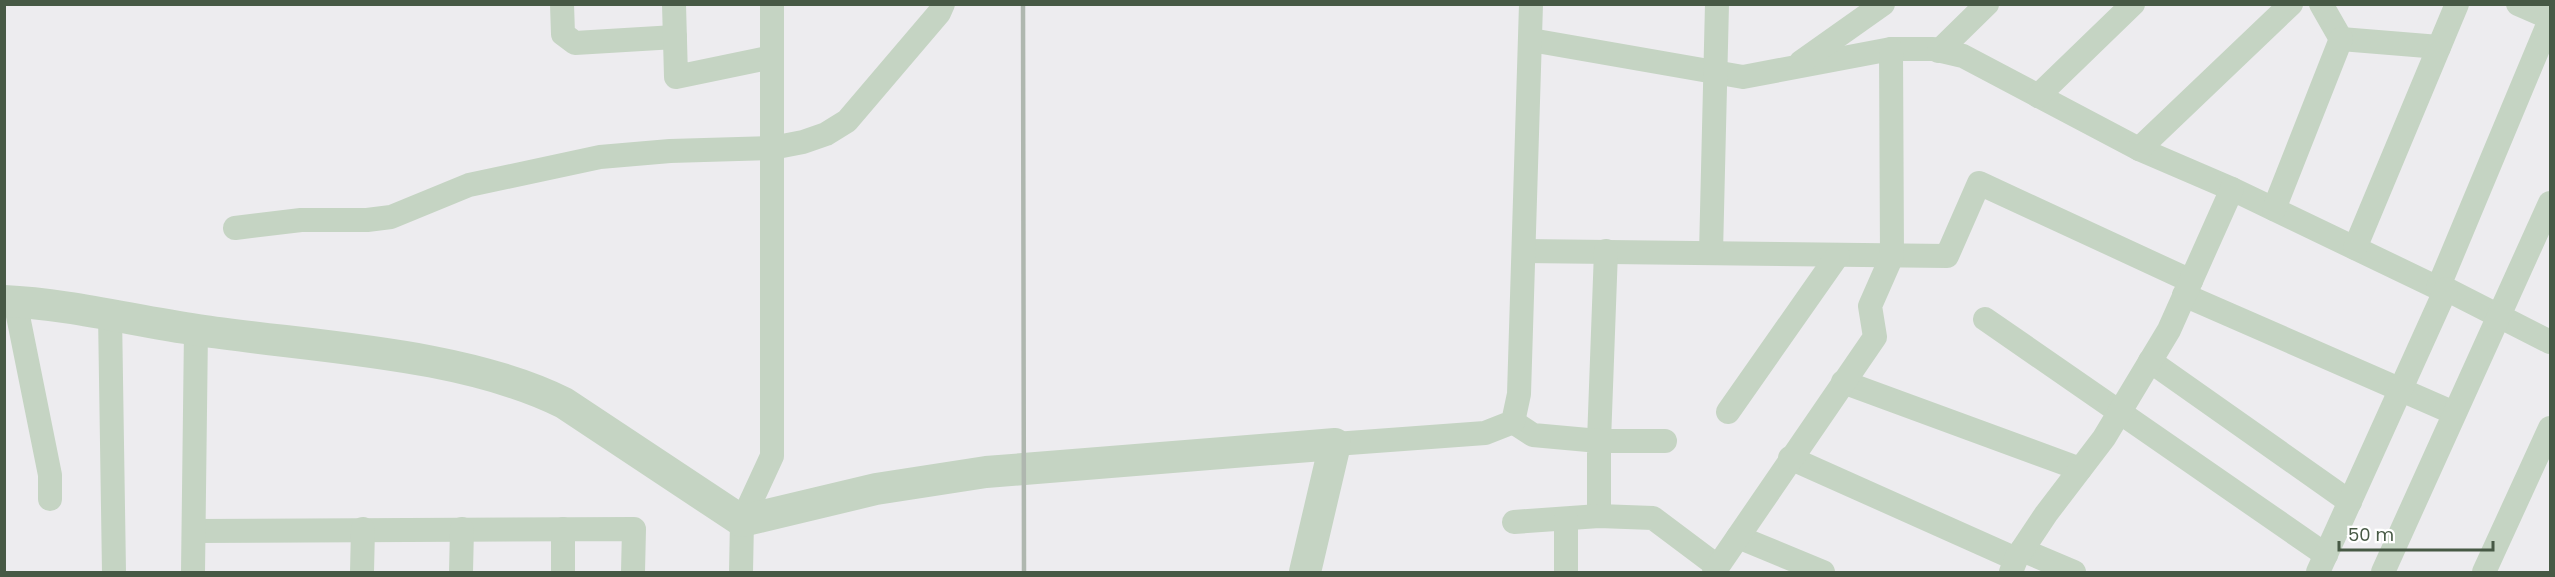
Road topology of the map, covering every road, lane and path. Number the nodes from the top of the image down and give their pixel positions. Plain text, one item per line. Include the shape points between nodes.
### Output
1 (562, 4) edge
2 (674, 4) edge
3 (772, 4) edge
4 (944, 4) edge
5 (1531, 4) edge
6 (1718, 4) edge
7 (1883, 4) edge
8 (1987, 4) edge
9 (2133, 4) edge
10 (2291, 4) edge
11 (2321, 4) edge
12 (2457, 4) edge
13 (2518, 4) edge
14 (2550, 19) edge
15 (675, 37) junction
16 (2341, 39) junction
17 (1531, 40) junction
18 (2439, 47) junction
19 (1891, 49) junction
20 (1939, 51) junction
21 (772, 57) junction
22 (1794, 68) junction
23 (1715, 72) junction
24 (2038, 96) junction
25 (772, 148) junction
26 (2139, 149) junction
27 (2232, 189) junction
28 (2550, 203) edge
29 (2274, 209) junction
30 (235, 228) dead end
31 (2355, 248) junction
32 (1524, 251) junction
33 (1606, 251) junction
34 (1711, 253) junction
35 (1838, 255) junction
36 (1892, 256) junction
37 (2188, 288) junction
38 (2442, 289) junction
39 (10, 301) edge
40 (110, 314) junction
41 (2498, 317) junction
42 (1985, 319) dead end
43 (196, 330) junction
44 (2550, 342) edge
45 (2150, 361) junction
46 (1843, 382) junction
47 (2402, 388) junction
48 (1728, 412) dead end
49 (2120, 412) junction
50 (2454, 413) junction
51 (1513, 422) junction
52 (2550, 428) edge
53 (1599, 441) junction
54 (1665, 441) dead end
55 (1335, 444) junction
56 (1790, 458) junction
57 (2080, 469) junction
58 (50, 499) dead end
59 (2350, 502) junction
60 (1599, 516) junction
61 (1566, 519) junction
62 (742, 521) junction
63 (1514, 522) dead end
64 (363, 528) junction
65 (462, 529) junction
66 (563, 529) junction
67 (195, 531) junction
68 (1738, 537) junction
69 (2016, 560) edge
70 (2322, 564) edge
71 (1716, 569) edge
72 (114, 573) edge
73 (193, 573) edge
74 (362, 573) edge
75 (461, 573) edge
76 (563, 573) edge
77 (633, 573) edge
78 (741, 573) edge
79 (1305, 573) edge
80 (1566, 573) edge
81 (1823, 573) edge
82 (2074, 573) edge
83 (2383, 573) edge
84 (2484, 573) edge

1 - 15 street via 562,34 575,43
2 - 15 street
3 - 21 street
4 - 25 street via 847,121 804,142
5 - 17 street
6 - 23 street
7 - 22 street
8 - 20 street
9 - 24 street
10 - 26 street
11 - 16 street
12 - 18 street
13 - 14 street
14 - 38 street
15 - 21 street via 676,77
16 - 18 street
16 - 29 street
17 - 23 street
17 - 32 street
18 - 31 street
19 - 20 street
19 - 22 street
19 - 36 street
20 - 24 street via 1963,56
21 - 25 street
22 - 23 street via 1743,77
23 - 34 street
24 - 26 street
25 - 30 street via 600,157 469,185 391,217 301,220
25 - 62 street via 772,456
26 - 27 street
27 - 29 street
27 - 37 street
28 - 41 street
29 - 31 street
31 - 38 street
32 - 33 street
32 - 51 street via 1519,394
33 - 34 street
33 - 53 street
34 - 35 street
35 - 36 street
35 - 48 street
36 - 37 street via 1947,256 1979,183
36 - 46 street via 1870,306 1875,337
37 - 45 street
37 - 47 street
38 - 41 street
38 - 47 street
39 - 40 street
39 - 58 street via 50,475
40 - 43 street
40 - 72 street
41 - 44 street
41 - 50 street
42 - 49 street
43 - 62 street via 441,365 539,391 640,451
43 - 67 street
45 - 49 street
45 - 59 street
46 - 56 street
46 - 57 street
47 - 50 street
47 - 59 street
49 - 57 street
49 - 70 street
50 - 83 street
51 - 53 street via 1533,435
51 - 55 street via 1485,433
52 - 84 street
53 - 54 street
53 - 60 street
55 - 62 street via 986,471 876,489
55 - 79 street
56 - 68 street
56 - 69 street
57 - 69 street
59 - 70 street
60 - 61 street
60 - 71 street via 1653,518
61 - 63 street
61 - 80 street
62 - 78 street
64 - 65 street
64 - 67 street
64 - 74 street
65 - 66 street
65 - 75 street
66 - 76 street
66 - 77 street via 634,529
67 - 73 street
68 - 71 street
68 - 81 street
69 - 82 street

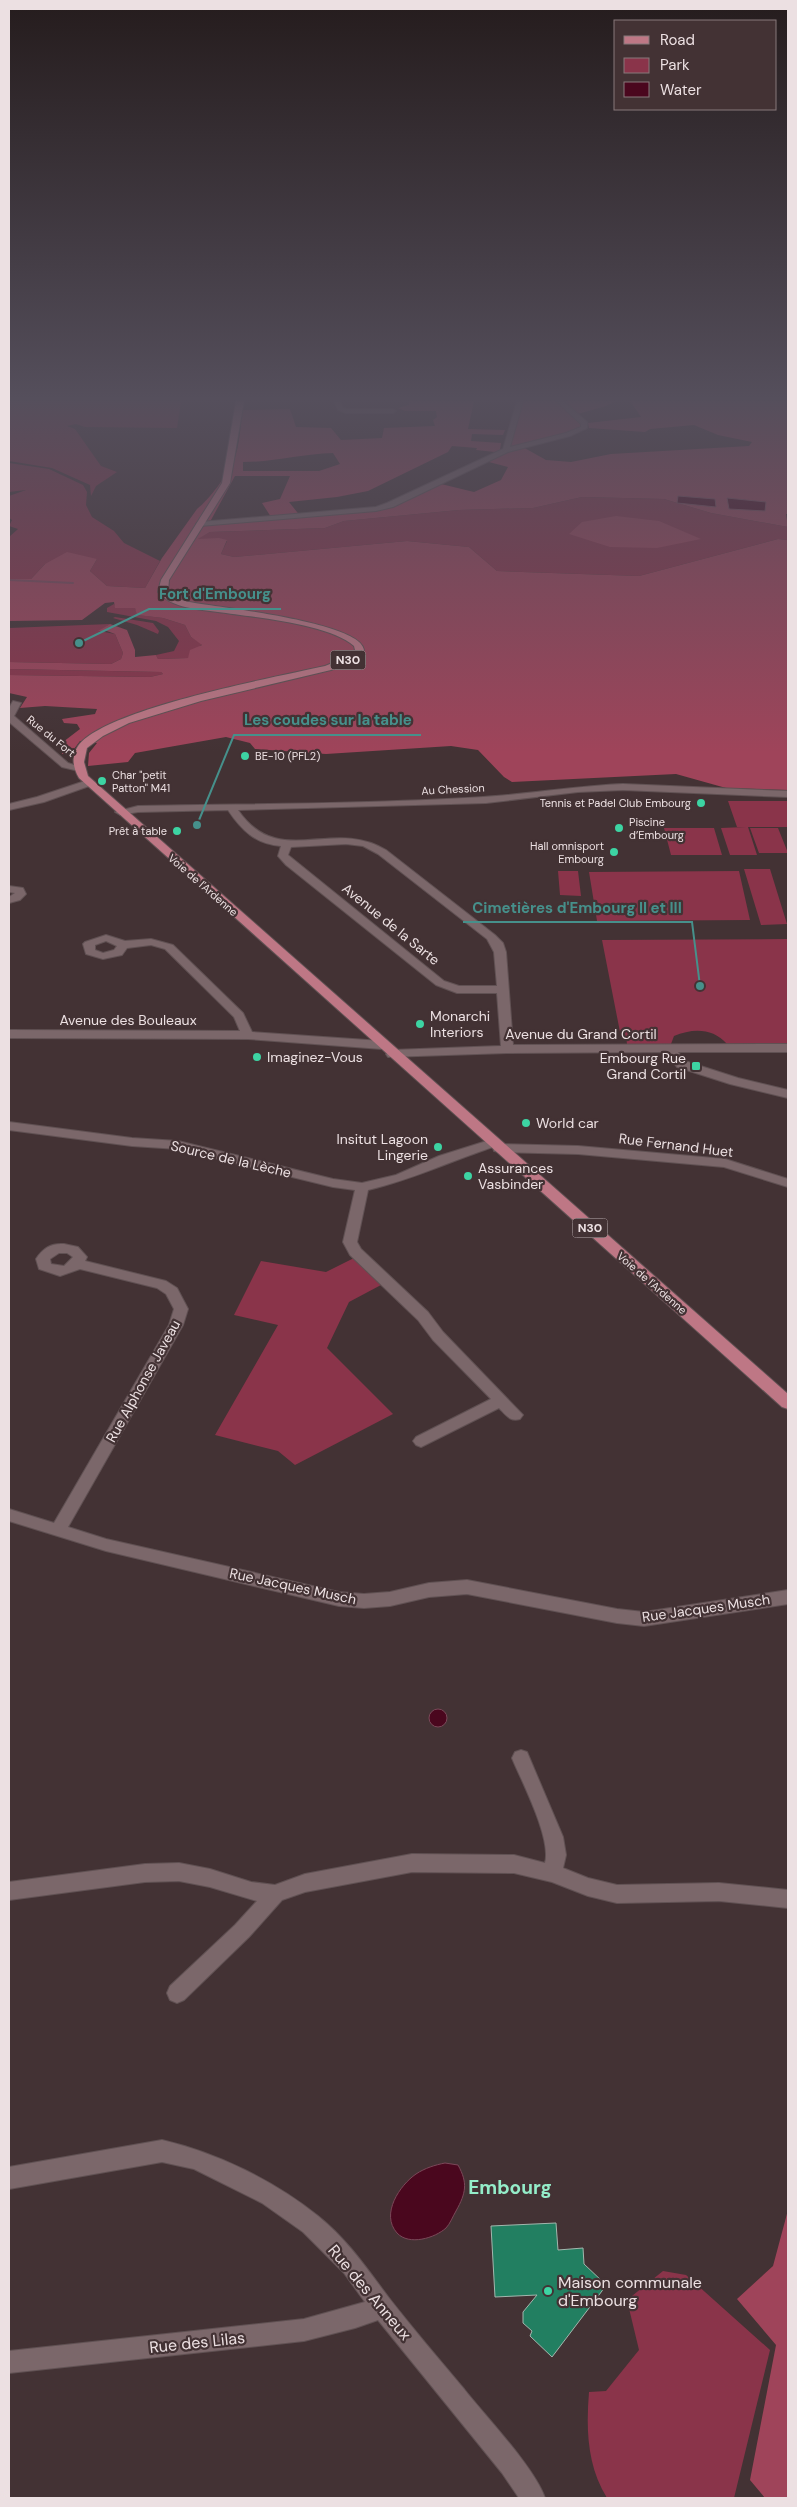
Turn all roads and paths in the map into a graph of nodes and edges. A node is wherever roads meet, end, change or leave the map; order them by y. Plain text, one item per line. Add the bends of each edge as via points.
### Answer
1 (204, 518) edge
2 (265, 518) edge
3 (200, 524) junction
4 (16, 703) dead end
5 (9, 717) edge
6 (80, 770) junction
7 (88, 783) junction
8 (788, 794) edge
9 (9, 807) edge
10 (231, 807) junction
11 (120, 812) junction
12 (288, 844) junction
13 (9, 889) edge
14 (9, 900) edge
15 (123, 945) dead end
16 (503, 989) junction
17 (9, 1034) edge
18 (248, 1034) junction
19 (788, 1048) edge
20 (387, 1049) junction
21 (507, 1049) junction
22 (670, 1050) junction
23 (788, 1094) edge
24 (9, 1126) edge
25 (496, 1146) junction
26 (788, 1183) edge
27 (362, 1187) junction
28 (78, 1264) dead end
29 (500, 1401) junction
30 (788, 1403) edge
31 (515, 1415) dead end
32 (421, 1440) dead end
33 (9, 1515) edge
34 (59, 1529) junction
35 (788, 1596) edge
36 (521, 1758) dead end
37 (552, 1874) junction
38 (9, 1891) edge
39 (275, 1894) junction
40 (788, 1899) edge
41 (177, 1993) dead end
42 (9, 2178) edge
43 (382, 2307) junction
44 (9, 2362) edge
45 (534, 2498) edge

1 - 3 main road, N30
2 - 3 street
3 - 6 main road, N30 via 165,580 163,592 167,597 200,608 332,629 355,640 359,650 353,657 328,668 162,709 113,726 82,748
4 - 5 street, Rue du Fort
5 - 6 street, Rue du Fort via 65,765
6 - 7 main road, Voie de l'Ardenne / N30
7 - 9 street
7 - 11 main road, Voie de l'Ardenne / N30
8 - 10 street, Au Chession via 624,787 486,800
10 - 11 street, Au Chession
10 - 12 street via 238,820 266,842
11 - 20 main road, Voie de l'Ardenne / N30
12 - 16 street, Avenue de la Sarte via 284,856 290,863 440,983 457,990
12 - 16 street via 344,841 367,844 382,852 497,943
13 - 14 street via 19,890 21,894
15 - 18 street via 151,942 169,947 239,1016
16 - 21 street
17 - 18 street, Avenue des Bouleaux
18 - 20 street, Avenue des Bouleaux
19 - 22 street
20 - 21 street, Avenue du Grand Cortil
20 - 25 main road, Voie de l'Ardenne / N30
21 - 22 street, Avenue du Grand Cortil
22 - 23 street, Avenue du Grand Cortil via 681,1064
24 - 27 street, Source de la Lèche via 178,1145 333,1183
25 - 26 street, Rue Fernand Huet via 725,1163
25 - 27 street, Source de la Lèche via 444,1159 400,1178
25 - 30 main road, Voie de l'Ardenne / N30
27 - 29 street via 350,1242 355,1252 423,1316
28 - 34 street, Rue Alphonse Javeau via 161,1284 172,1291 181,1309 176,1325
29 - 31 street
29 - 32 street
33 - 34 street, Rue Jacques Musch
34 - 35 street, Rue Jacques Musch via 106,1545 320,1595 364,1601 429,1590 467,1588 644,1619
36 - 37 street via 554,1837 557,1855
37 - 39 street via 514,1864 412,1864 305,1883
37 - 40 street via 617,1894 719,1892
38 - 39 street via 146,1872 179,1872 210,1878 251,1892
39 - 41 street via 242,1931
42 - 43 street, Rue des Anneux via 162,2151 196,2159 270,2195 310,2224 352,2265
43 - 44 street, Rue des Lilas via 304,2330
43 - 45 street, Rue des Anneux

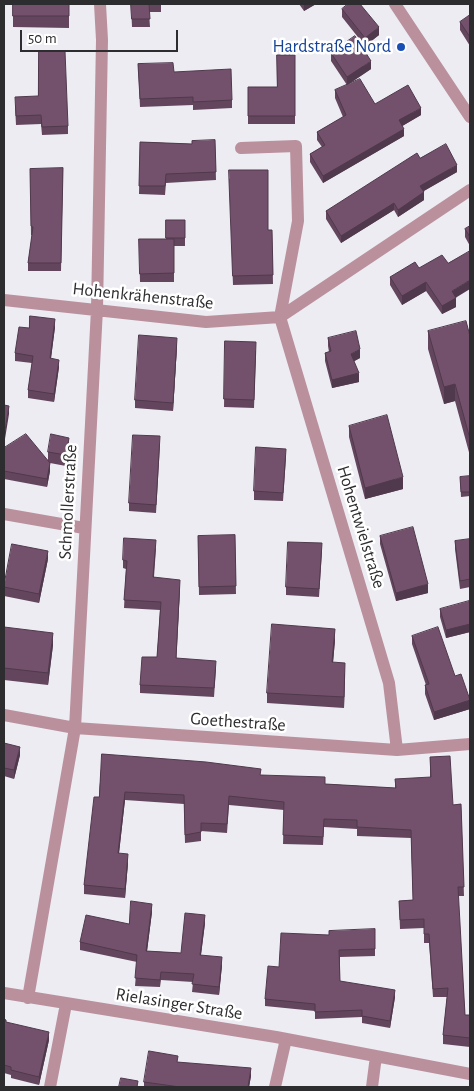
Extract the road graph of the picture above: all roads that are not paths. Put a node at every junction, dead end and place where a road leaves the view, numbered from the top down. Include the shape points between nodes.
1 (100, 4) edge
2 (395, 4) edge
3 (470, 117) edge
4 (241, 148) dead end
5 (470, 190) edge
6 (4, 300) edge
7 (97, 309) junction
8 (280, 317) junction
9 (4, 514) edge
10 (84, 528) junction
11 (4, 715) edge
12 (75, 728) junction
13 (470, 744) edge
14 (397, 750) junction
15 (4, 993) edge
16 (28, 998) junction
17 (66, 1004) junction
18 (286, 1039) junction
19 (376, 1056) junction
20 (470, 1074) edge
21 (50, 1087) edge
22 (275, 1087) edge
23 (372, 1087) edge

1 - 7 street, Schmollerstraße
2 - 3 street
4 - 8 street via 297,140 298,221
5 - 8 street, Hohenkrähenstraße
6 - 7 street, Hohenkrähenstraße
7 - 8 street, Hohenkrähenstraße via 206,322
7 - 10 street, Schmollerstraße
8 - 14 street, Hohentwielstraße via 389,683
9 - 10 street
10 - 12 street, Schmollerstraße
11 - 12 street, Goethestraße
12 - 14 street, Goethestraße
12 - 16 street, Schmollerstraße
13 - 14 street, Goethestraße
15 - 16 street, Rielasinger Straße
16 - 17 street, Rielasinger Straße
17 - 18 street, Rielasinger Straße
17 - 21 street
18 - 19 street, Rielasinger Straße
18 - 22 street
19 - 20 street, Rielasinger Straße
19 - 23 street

▶ [What needs to be done]
Tell how many lines in the entries above include the string "Musch", and write nothing but the number.

▶ [Response]
2